RIDERS PAT . AUG. 15TH . 1871 .
The pistol is 100% complete, correct and original in every way and remains in very crisp condition. The pistol retains nearly all of its original factory nickel finish, with only some loss due to high edge wear, some scattered areas of thinning and a handful of tiny freckled pinpricks of surface oxidation. Otherwise, the finish is complete, showing only the scattered minor surface scuffing and light scratches that are common after 125 years of handling, use and storage. The cocking lever retains about 65%+ of its original case hardened finish, with most of the wear along the sharp edges and contact points. The coloring has faded with age, leaving the lever with a mostly dull bluish-gray color and only some minute traces of the vivid mottling it had when it was new. The hammer retains about 80%+ of its original bright fire blued finish, with most of the wear along the sides of the hammer. The pivoting, partially sheathed trigger retains some traces of its original finish as well but has mostly a smooth grayish-brown patina showing only some minor pinpricking and light contact wear noted. The brass cap for the magazine follower tube shows some moderate loss of its plating, particularly around the knurling and only retains about 50% of its nickel plating. The action of the pistol works smoothly and correctly and is in EXCELLENT mechanical condition. The bore of the pistol is in VERY GOOD to NEAR FINEcondition and remains mostly bright with strong rifling. The bore shows some scattered oxidation and light pitting along its length, primarily in the grooves. The two-piece wooden grips are rosewood, rather than the standard walnut and have a lovely reddish tone to them. They retain about 60%+ of their original factory varnish with most of the loss around the edges and high contact point. The grips are in about VERY FINE condition overall. They are solid and complete and show no breaks, cracks, chips or repairs, only some scattered light handling marks as well as some minor dings and marks.

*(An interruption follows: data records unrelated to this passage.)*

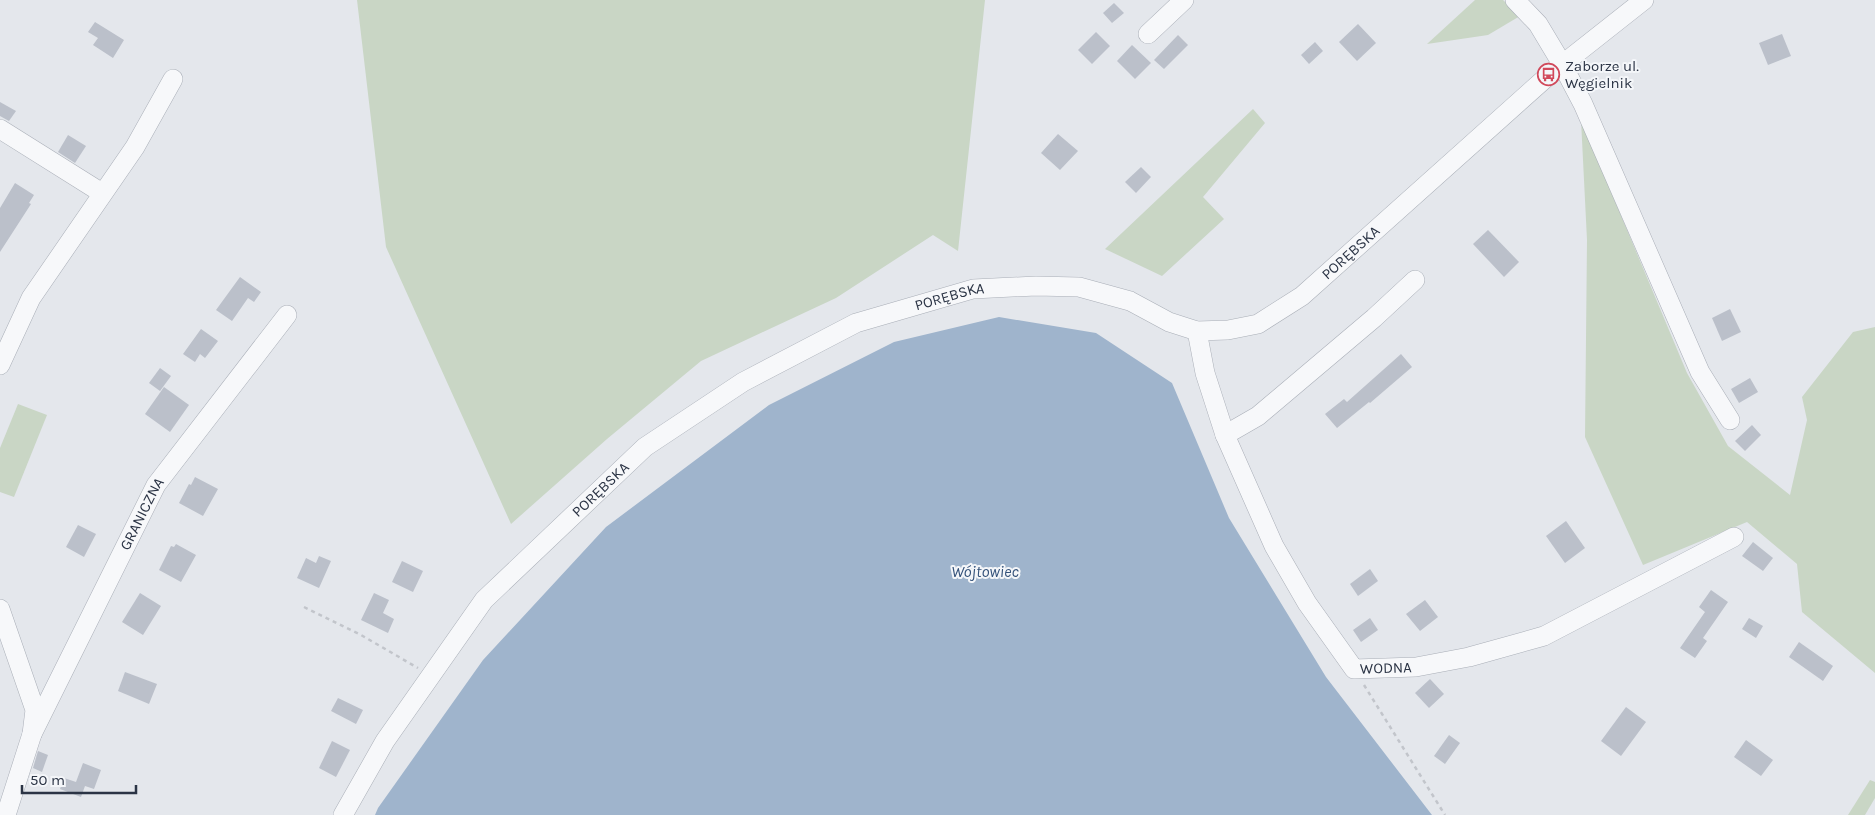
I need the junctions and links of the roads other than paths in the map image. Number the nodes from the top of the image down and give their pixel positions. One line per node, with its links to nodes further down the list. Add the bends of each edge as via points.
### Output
1 (1184, 0): 4 (street)
2 (1515, 0): 5 (street, via 1538,24)
3 (1644, 0): 5 (street, PORĘBSKA)
4 (1148, 34)
5 (1562, 64): 11 (street, PORĘBSKA, via 1302,296 1258,324 1228,330); 13 (street, via 1583,104 1700,372)
6 (173, 79): 8 (street, via 135,147)
7 (0, 129): 8 (street)
8 (102, 193): 12 (street, via 31,298)
9 (1416, 280): 14 (street, via 1258,416)
10 (287, 314): 17 (street, GRANICZNA, via 156,485)
11 (1197, 331): 14 (street, WODNA, via 1205,372); 19 (street, PORĘBSKA, via 1169,322 1130,301 1079,287 973,289 856,323 743,382 645,447 484,600 385,742)
12 (0, 364)
13 (1730, 420)
14 (1225, 435): 15 (street, WODNA, via 1274,546 1307,602 1354,669 1416,668 1544,636)
15 (1734, 537)
16 (0, 609): 17 (street, GRANICZNA, via 35,710)
17 (32, 734): 18 (street, GRANICZNA)
18 (6, 815)
19 (342, 815)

Overall this is a really excellent condition example of a relatively scarce Remington-Rider Magazine Pistol. The gun is simply in a wonderful state of preservation, functions perfectly and displays wonderfully. The fact that it is a “Plain Jane” gun that is not engraved actually makes it even rarer. This would be a really wonderful example to add to any collection of Remington handguns, 19th century pocket pistols, or a display of old west era weapons. This pistol would be almost impossible to upgrade from in terms of condition and is certainly a pistol you will be glad to add to your collection of high grade American handguns.